Ever since Troy finished this project*, Lorena has been busting my chops.

She says, “Why can’t you be more like Troy.”

I say, “Well to start with, he has a lot more hair than me…”

Thick in the head though I tend to be, after over a year in our new house, I have come up with a plan that could bring a us some missing joy, peace, and furniture.  When we moved to North Carolina, we were able to buy a house that is two good sized rooms larger than the one we owned in Oregon.  Those rooms are very, very painful to Lorena.  I think some people are born with a decorating gene that some others of us lack.  Lorena can hardly stand the site of an empty room.  The problem is that, with the tight economy and its associated insecurities, it is hard to know how to deal with the problem in a financially responsible way.
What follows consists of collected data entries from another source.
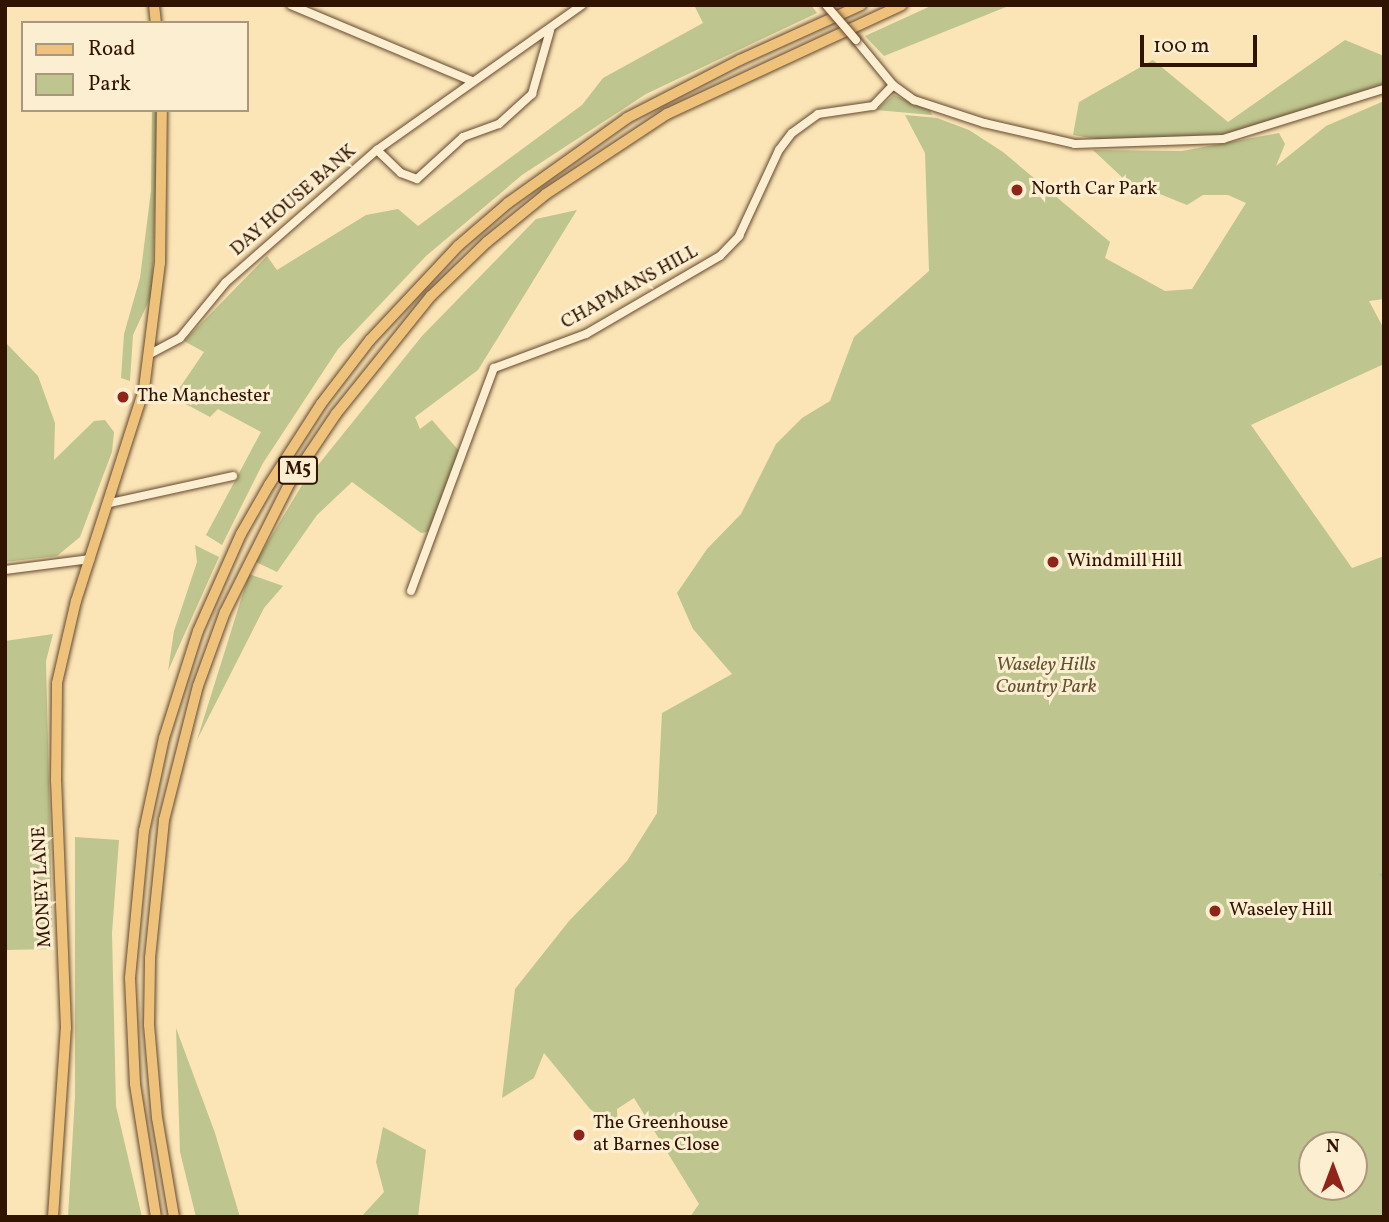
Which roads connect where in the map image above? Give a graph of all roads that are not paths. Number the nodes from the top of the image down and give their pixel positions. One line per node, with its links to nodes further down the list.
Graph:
1 (291, 5): 7 (street)
2 (582, 5): 6 (street, DAY HOUSE BANK)
3 (827, 5): 8 (street, bridge)
4 (861, 5): 19 (highway, M5)
5 (902, 5): 20 (highway, M5)
6 (550, 30): 7 (street, DAY HOUSE BANK); 11 (street)
7 (472, 81): 11 (street, DAY HOUSE BANK)
8 (893, 85): 9 (street); 17 (street, CHAPMANS HILL)
9 (1384, 89)
10 (162, 112): 12 (main road, MONEY LANE)
11 (377, 149): 12 (street, DAY HOUSE BANK)
12 (148, 355): 14 (main road, MONEY LANE)
13 (233, 476): 14 (street)
14 (110, 503): 15 (main road, MONEY LANE)
15 (90, 559): 16 (street); 18 (main road, MONEY LANE)
16 (5, 570)
17 (411, 591)
18 (53, 1217)
19 (156, 1217)
20 (174, 1217)

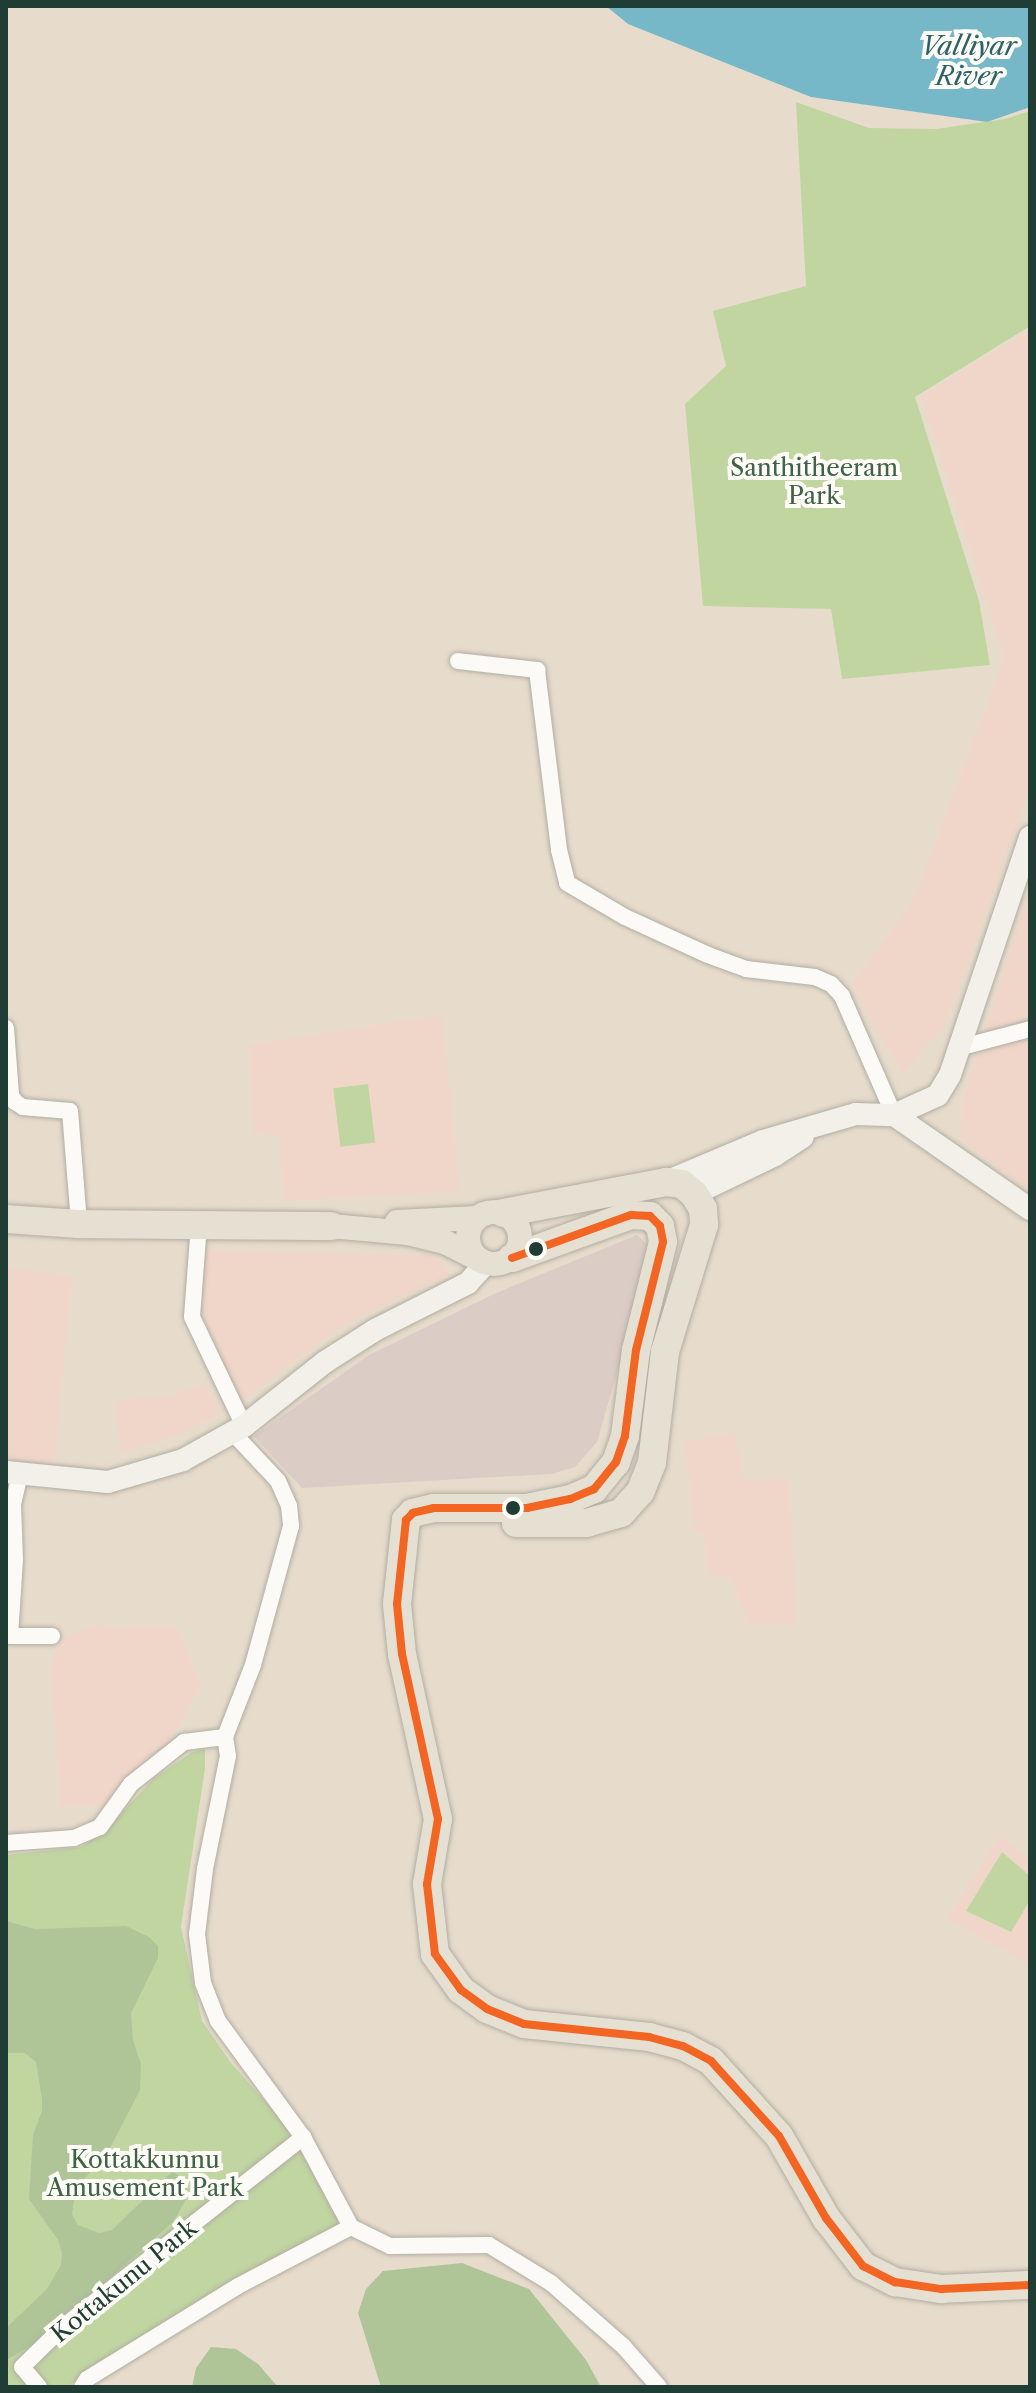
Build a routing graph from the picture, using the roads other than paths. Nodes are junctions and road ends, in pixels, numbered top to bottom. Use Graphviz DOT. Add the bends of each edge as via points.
graph roads {
  1 [pos="458,661"];
  2 [pos="1030,837"];
  3 [pos="6,1028"];
  4 [pos="1030,1029"];
  5 [pos="962,1047"];
  6 [pos="894,1115"];
  7 [pos="821,1125"];
  8 [pos="666,1182"];
  9 [pos="694,1194"];
  10 [pos="1030,1209"];
  11 [pos="490,1216"];
  12 [pos="6,1219"];
  13 [pos="79,1224"];
  14 [pos="199,1224"];
  15 [pos="331,1226"];
  16 [pos="492,1260"];
  17 [pos="238,1430"];
  18 [pos="13,1473"];
  19 [pos="402,1546"];
  20 [pos="52,1636"];
  21 [pos="225,1737"];
  22 [pos="6,1843"];
  23 [pos="303,2137"];
  24 [pos="351,2227"];
  25 [pos="1030,2285"];
  26 [pos="39,2387"];
  27 [pos="82,2387"];
  28 [pos="659,2387"];
  1 -- 6 [label="street" via="537,670 567,883 708,955 746,969 815,977 831,984 842,996"];
  2 -- 5 [label="main road"];
  3 -- 13 [label="street" via="15,1102 70,1111"];
  4 -- 5 [label="street"];
  5 -- 6 [label="main road" via="938,1095"];
  6 -- 7 [label="main road" via="856,1114"];
  6 -- 10 [label="main road"];
  7 -- 8 [label="main road" via="763,1141"];
  7 -- 9 [label="main road" via="775,1155"];
  8 -- 9 [label="highway" via="682,1184"];
  8 -- 11 [label="highway"];
  9 -- 19 [label="highway" via="704,1225 665,1352 652,1463 640,1492 621,1513 587,1523 447,1519 420,1524"];
  11 -- 15 [label="main road"];
  11 -- 16 [label="main road" via="468,1239"];
  11 -- 16 [label="main road" via="517,1224 520,1233 518,1251"];
  12 -- 13 [label="highway"];
  13 -- 14 [label="highway"];
  14 -- 15 [label="highway"];
  14 -- 17 [label="street" via="192,1317"];
  15 -- 16 [label="main road" via="408,1233"];
  16 -- 17 [label="main road" via="468,1283 325,1362"];
  16 -- 19 [label="highway" via="631,1215 650,1216 660,1226 663,1242 636,1350 625,1436 616,1462 594,1489 527,1508 434,1508 413,1513 406,1520"];
  17 -- 18 [label="main road" via="183,1460 108,1482"];
  17 -- 21 [label="street" via="278,1481 291,1526 253,1665"];
  18 -- 20 [label="street" via="10,1636"];
  19 -- 25 [label="highway" via="397,1604 402,1654 438,1819 427,1884 429,1922 435,1954 447,1974 487,2009 524,2024 649,2037 711,2061 779,2136 826,2218 863,2266 895,2282 941,2289"];
  21 -- 22 [label="street" via="184,1742 131,1784 100,1827 74,1838"];
  21 -- 23 [label="street" via="228,1756 197,1934 203,1983 218,2021"];
  23 -- 24 [label="street"];
  23 -- 26 [label="street, Kottakunu Park" via="64,2326 22,2367"];
  24 -- 27 [label="street" via="238,2286"];
  24 -- 28 [label="street" via="390,2246 489,2245 551,2283 624,2347"];
}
All of the members of our little family are much, much happier when we have a project on which to work.  That is particularly true when the end of the projects leaves us something to admire and enjoy.  Shortly after Lorena and I got married, we stripped and repainted an old white dresser that my sister, Jean helped me buy at a thrift store when I first moved to Corvallis to work at a now defunct robot company name Intelledex.  We found maple under the ugly white paint.  We sanded it and put some lacquer on it.  We did not do a perfect job because there were some fairly minor defects about which we could not do much.  Still, it is a beautiful, sturdy, and serviceable piece that we LOVE.  A big chunk of that love is due to the fact that we did it ourselves.  We have refinished a table and a couple of other pieces deriving great joy from each one.

It is possible to buy pieces that are worthy of restoration.  We even have an old chair from my college days and a rocking chair given to us buy a dear friend from our Florida (Earl Shuck) days.  When he got cancer, he told his wife that he wanted us to have that chair when he died.  We value it greatly.   Lorena has been wanting to restore those pieces for a long time.  We now have to decide whether to buy some stuff that we be more fitting to put in our empty rooms, take on the college chair with a kind of restoration we have never tried (we have done wood refinishing, but not reupholstering), or just start cruising garage sales and consignment stores until something obvious pops up.  I vote for the garage sale/consignment store option, but I am not the boss of this effort.  I will leave that for the unnamed person in our household of strong opinons about these subject.  I found it is safest just to follow or stay out of the way when these kinds of decisions are required.

Lorena has accumulated a list of consignment stores.  Maybe she can get Youngin to go with her.  I think that might even be a Troy kind of thing.  I think Christian, Kelly, and I might work on the radio, crafts, Betty Blonde, and homeschool while we let Lorena do the exploring.  We will keep you posted.

*I had to rifle through a LOT of posts to find the one with the tables on Troy and Youngin’s blog.  It does not seem like it was so long ago that they started the thing and they have compiled quite a record of their activities.  It dawned on me as I was looking through it that they have a GREAT blog.  There is lots of good stuff there.  I vote that they do not forget both more bird posts and more food posts, both with pictures.  Congrats you guys!